7. Lilian
Chapter 7
Lilian
I’m plunged into inky blackness, formless and suffocating. Panic flows through my veins, and I spin around, searching for something, anything, to orient myself. But there is only the void.
A piercing scream shatters the darkness. I whirl toward the sound and find myself in an oddly familiar hallway. My childhood home. The scream came from the door at the end.
I race forward and slam my little fists against it. Everything’s red again. It’s coming from beneath.
Mommy. Daddy.
I pull the door handle, but it won’t open.
“Lil. I told you to hide.”
“Mommy!” I scream, voice choked with desperation. But there’s no reply other than a thud.
I fall to my knees with a ragged cry. This can’t be real. This is a nightmare.
But the metallic tang in the air and the sticky warmth soaking into my knees say otherwise. I begin to tremble, tears clouding my vision. I reach for the liquid. It’s blood. It’s not fabric.
I look around. Everything is tinged in red.
“Come out.”
Dad?
“No. Don’t touch her.”
Mom?
Another scream splits the air. Something falls. Hard. Loud.
Silence.
On shaking legs, I pad to the door. This time, the door handle gives way, but only a little.
“Lil. Sweetheart. Close your eyes.” She sounds exhausted. “I need you to close them. Remember the game we played? Hiding from the monsters?”
I nod.
“We’re going to play it. Okay?”
My hands shoot up, covering my eyes.
“Are your eyes closed?”
I nod. Silence.
“You need to talk to Mommy.”
“I’m scared.”
“I know. Just…” She sounds like she’s in pain. “Everything is alright. Are your eyes closed?”
“Yes.” I sob.
I hear the door creak, and she picks me up in her arms. “Keep them closed, and we’ll go to the beach. Didn’t you ask me to go there?”
I nod. Sniffling.
“Good. Keep them closed.” She kisses my cheek and starts walking.
To where? I don’t know.
I want to peak, but I can’t. My hands are—
Suddenly, we stumble to the ground.
“You little— ”
My head snaps up.
“You okay?” Sarah’s hand gently squeezes my shoulder. “You were mumbling in your sleep.”
I blink, trying to orient myself. Books, Shelves, Library. “Yeah, I’m fine. Just a bad dream.”

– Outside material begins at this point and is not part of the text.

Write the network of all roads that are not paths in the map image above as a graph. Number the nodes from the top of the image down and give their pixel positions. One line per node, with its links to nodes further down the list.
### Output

“You sure? You look pretty shaken up.”
“I’m good, thanks.” I force a smile, but it feels brittle. “Stayed up late reading and wanted to take a little nap in my break.” If only it would have been a book and not my nightmares keeping me up all night.

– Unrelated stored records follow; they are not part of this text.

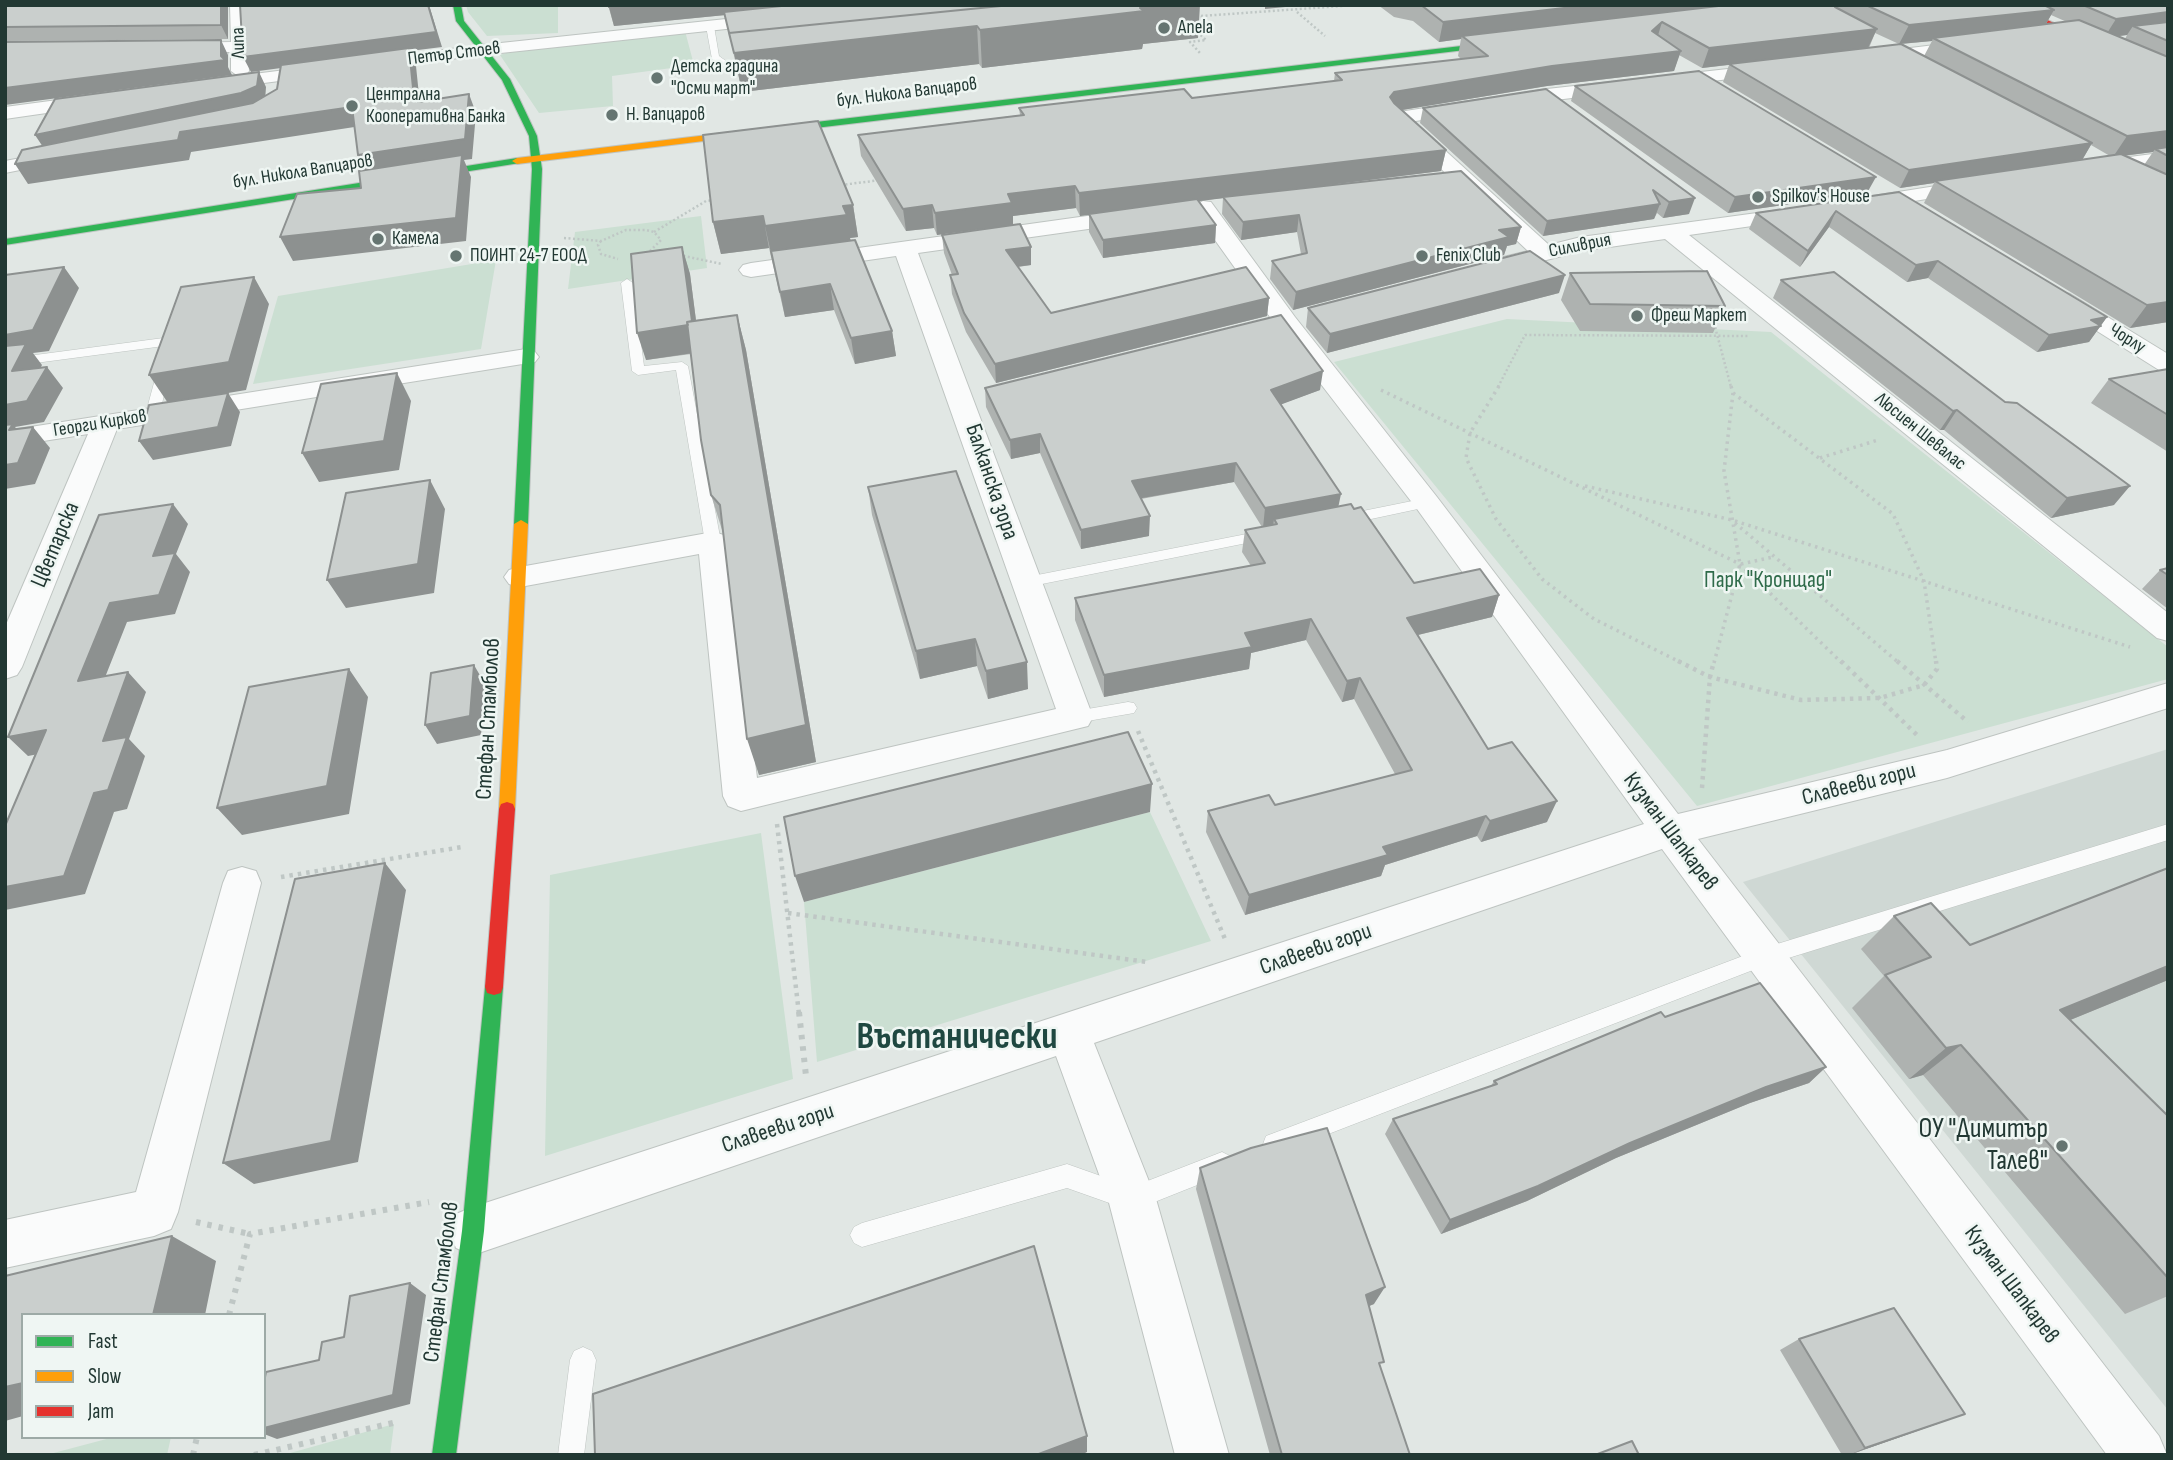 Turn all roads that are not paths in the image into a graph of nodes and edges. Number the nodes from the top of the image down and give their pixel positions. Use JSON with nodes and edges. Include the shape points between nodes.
{"nodes":[{"id":1,"x":238,"y":5,"type":"edge"},
{"id":2,"x":457,"y":5,"type":"edge"},
{"id":3,"x":2006,"y":5,"type":"edge"},
{"id":4,"x":793,"y":17,"type":"edge"},
{"id":5,"x":710,"y":26,"type":"junction"},
{"id":6,"x":1518,"y":28,"type":"edge"},
{"id":7,"x":2068,"y":32,"type":"junction"},
{"id":8,"x":1868,"y":37,"type":"edge"},
{"id":9,"x":2030,"y":37,"type":"edge"},
{"id":10,"x":1535,"y":39,"type":"edge"},
{"id":11,"x":1991,"y":42,"type":"edge"},
{"id":12,"x":240,"y":47,"type":"junction"},
{"id":13,"x":157,"y":48,"type":"edge"},
{"id":14,"x":482,"y":50,"type":"junction"},
{"id":15,"x":1901,"y":54,"type":"junction"},
{"id":16,"x":1667,"y":56,"type":"edge"},
{"id":17,"x":1847,"y":61,"type":"edge"},
{"id":18,"x":772,"y":64,"type":"edge"},
{"id":19,"x":1793,"y":67,"type":"edge"},
{"id":20,"x":1925,"y":68,"type":"edge"},
{"id":21,"x":2168,"y":76,"type":"edge"},
{"id":22,"x":1699,"y":78,"type":"junction"},
{"id":23,"x":239,"y":81,"type":"junction"},
{"id":24,"x":1143,"y":86,"type":"junction"},
{"id":25,"x":198,"y":87,"type":"edge"},
{"id":26,"x":1547,"y":95,"type":"junction"},
{"id":27,"x":115,"y":98,"type":"edge"},
{"id":28,"x":1734,"y":99,"type":"edge"},
{"id":29,"x":1153,"y":100,"type":"edge"},
{"id":30,"x":1569,"y":111,"type":"edge"},
{"id":31,"x":5,"y":113,"type":"edge"},
{"id":32,"x":535,"y":151,"type":"junction"},
{"id":33,"x":84,"y":152,"type":"edge"},
{"id":34,"x":2083,"y":152,"type":"edge"},
{"id":35,"x":2168,"y":158,"type":"edge"},
{"id":36,"x":2107,"y":165,"type":"junction"},
{"id":37,"x":5,"y":167,"type":"edge"},
{"id":38,"x":2068,"y":172,"type":"edge"},
{"id":39,"x":1461,"y":178,"type":"junction"},
{"id":40,"x":1434,"y":181,"type":"edge"},
{"id":41,"x":1876,"y":184,"type":"edge"},
{"id":42,"x":1990,"y":184,"type":"edge"},
{"id":43,"x":2143,"y":184,"type":"edge"},
{"id":44,"x":1899,"y":198,"type":"junction"},
{"id":45,"x":1701,"y":209,"type":"dead end"},
{"id":46,"x":1923,"y":213,"type":"edge"},
{"id":47,"x":1723,"y":225,"type":"junction"},
{"id":48,"x":5,"y":228,"type":"edge"},
{"id":49,"x":1672,"y":233,"type":"junction"},
{"id":50,"x":5,"y":242,"type":"edge"},
{"id":51,"x":904,"y":247,"type":"junction"},
{"id":52,"x":1544,"y":253,"type":"junction"},
{"id":53,"x":751,"y":270,"type":"road end"},
{"id":54,"x":1466,"y":274,"type":"edge"},
{"id":55,"x":627,"y":283,"type":"dead end"},
{"id":56,"x":2041,"y":286,"type":"edge"},
{"id":57,"x":2168,"y":339,"type":"edge"},
{"id":58,"x":2135,"y":345,"type":"junction"},
{"id":59,"x":526,"y":357,"type":"junction"},
{"id":60,"x":5,"y":363,"type":"edge"},
{"id":61,"x":2168,"y":365,"type":"edge"},
{"id":62,"x":152,"y":416,"type":"junction"},
{"id":63,"x":106,"y":424,"type":"junction"},
{"id":64,"x":5,"y":439,"type":"edge"},
{"id":65,"x":1427,"y":503,"type":"junction"},
{"id":66,"x":1321,"y":524,"type":"edge"},
{"id":67,"x":1280,"y":532,"type":"edge"},
{"id":68,"x":713,"y":542,"type":"junction"},
{"id":69,"x":520,"y":577,"type":"junction"},
{"id":70,"x":1027,"y":582,"type":"junction"},
{"id":71,"x":2168,"y":630,"type":"edge"},
{"id":72,"x":5,"y":667,"type":"edge"},
{"id":73,"x":2168,"y":695,"type":"edge"},
{"id":74,"x":1128,"y":708,"type":"road end"},
{"id":75,"x":1076,"y":717,"type":"junction"},
{"id":76,"x":1670,"y":831,"type":"junction"},
{"id":77,"x":2168,"y":832,"type":"edge"},
{"id":78,"x":242,"y":883,"type":"road end"},
{"id":79,"x":1764,"y":957,"type":"junction"},
{"id":80,"x":1069,"y":1033,"type":"junction"},
{"id":81,"x":1132,"y":1199,"type":"junction"},
{"id":82,"x":475,"y":1212,"type":"junction"},
{"id":83,"x":862,"y":1235,"type":"dead end"},
{"id":84,"x":5,"y":1244,"type":"edge"},
{"id":85,"x":583,"y":1360,"type":"dead end"},
{"id":86,"x":444,"y":1455,"type":"edge"},
{"id":87,"x":571,"y":1455,"type":"edge"},
{"id":88,"x":1202,"y":1455,"type":"edge"},
{"id":89,"x":2140,"y":1455,"type":"edge"}],
"edges":[{"from":1,"to":12,"type":"street","name":"Липа"},
{"from":2,"to":14,"type":"street","name":"Стефан Стамболов","via":[[460,21]]},
{"from":3,"to":7,"type":"street"},
{"from":4,"to":5,"type":"street","name":"Петър Стоев"},
{"from":5,"to":14,"type":"street","name":"Петър Стоев"},
{"from":5,"to":18,"type":"lane","via":[[715,57],[724,64]]},
{"from":6,"to":32,"type":"street","name":"бул. Никола Вапцаров"},
{"from":7,"to":9,"type":"street"},
{"from":7,"to":21,"type":"street","via":[[2102,42]]},
{"from":8,"to":15,"type":"street"},
{"from":10,"to":24,"type":"street","name":"бул. Никола Вапцаров"},
{"from":11,"to":15,"type":"street"},
{"from":12,"to":13,"type":"street"},
{"from":12,"to":23,"type":"street","name":"Липа"},
{"from":14,"to":23,"type":"street","name":"Петър Стоев","via":[[278,87]]},
{"from":14,"to":32,"type":"street","name":"Стефан Стамболов","via":[[506,79]]},
{"from":15,"to":17,"type":"street"},
{"from":15,"to":20,"type":"street"},
{"from":16,"to":22,"type":"street"},
{"from":19,"to":22,"type":"street"},
{"from":22,"to":26,"type":"street"},
{"from":22,"to":28,"type":"street"},
{"from":23,"to":25,"type":"street","name":"Петър Стоев"},
{"from":24,"to":29,"type":"lane"},
{"from":24,"to":32,"type":"street","name":"бул. Никола Вапцаров"},
{"from":26,"to":30,"type":"street"},
{"from":26,"to":39,"type":"street","via":[[1399,118]]},
{"from":27,"to":31,"type":"street"},
{"from":32,"to":48,"type":"street","name":"бул. Никола Вапцаров"},
{"from":32,"to":50,"type":"street","name":"бул. Никола Вапцаров"},
{"from":32,"to":59,"type":"street","name":"Стефан Стамболов"},
{"from":33,"to":37,"type":"street"},
{"from":34,"to":36,"type":"street"},
{"from":35,"to":36,"type":"street"},
{"from":36,"to":38,"type":"street"},
{"from":36,"to":43,"type":"street"},
{"from":39,"to":40,"type":"street"},
{"from":39,"to":52,"type":"street"},
{"from":41,"to":44,"type":"street"},
{"from":42,"to":44,"type":"street","name":"Силиврия"},
{"from":44,"to":46,"type":"street"},
{"from":44,"to":47,"type":"street","name":"Силиврия"},
{"from":45,"to":47,"type":"street"},
{"from":47,"to":49,"type":"street","name":"Силиврия"},
{"from":49,"to":52,"type":"street","name":"Силиврия"},
{"from":49,"to":71,"type":"street","name":"Люсиен Шевалас"},
{"from":51,"to":53,"type":"street"},
{"from":51,"to":65,"type":"street","name":"Кузман Шапкарев","via":[[1193,209]]},
{"from":51,"to":70,"type":"street","name":"Балканска зора","via":[[970,401]]},
{"from":52,"to":54,"type":"street","name":"Силиврия"},
{"from":55,"to":68,"type":"lane","via":[[638,371],[682,366]]},
{"from":56,"to":58,"type":"street","name":"Чорлу"},
{"from":57,"to":58,"type":"street"},
{"from":58,"to":61,"type":"street","name":"Чорлу"},
{"from":59,"to":62,"type":"street","name":"Георги Кирков"},
{"from":59,"to":69,"type":"street","name":"Стефан Стамболов"},
{"from":60,"to":62,"type":"lane","via":[[171,341]]},
{"from":62,"to":63,"type":"street","name":"Георги Кирков"},
{"from":63,"to":64,"type":"street","name":"Георги Кирков"},
{"from":63,"to":72,"type":"street","name":"Цветарска"},
{"from":65,"to":66,"type":"lane"},
{"from":65,"to":76,"type":"street","name":"Кузман Шапкарев"},
{"from":67,"to":70,"type":"lane"},
{"from":68,"to":69,"type":"street"},
{"from":68,"to":75,"type":"street","via":[[741,796]]},
{"from":69,"to":82,"type":"street","name":"Стефан Стамболов","via":[[506,840]]},
{"from":70,"to":75,"type":"street","name":"Балканска зора"},
{"from":73,"to":76,"type":"street","name":"Славееви гори","via":[[1947,764]]},
{"from":74,"to":75,"type":"lane"},
{"from":76,"to":79,"type":"street","name":"Кузман Шапкарев"},
{"from":76,"to":80,"type":"street","name":"Славееви гори"},
{"from":77,"to":79,"type":"lane"},
{"from":78,"to":84,"type":"street","via":[[154,1212]]},
{"from":79,"to":81,"type":"lane"},
{"from":79,"to":89,"type":"street","name":"Кузман Шапкарев"},
{"from":80,"to":81,"type":"street"},
{"from":80,"to":82,"type":"street","name":"Славееви гори","via":[[810,1118]]},
{"from":81,"to":83,"type":"lane","via":[[1066,1176]]},
{"from":81,"to":88,"type":"street"},
{"from":82,"to":86,"type":"street","name":"Стефан Стамболов"},
{"from":85,"to":87,"type":"lane"}]}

“Oh, which book kept you up? Some new rec for me?”
“Pride and Prejudice, actually. Guess I’m a sucker for the classics.”
She chuckles. “Aren’t we all? Though I pegged you more as a Sense and Sensibility kind of gal.”
“Yeah. Both are good.” I hate lying to her, but I can’t bring myself to talk about the nightmares. They’re too raw, too real.
Since college, my dreams have become more vivid, detailed, and horrifying, and they replay countless times in my mind. I’m lucky if I get a few hours of sleep at night anymore.
Her gaze lingers a beat too long on me. “So, how are you settling in?”
I shrug. “Good. There are still some boxes left to unpack, but I’m getting there. We’ve been talking about it for years, so it’s nice to finally make it happen.”
“I bet. Must be fun, living with your best friends.”
“Yeah, it’s been great so far. Movie nights, cooking together, brunching. Though I’m not sure, our neighbors appreciate our impromptu karaoke sessions.”
“Hey, as long as you’re not belting out tunes at 3 AM, I think you’re good.”
“No promises. ”
“Well, that’s good to hear,” she says. “It’s not easy starting over in a new place.”
“Yeah.” She has no idea how true that is. Starting over, leaving behind everything I’ve ever known…
But I’m here now. I’m building a new life, one that’s mine and mine alone. And this part-time job is a part of it.
“Lil, you know you can talk to me, right? If something’s bothering you.”
“I know. Thanks.” I push back from the desk. “I appreciate it.”
“Alright. Take it slow today.” She gives my shoulder a final pat before making a beeline for the front desk.
I grab my cart, stacked with books. Once I’m safely out of sight, I slump against a shelf, letting out a shuddering breath.
The screams, the blood, the overwhelming sense of helplessness.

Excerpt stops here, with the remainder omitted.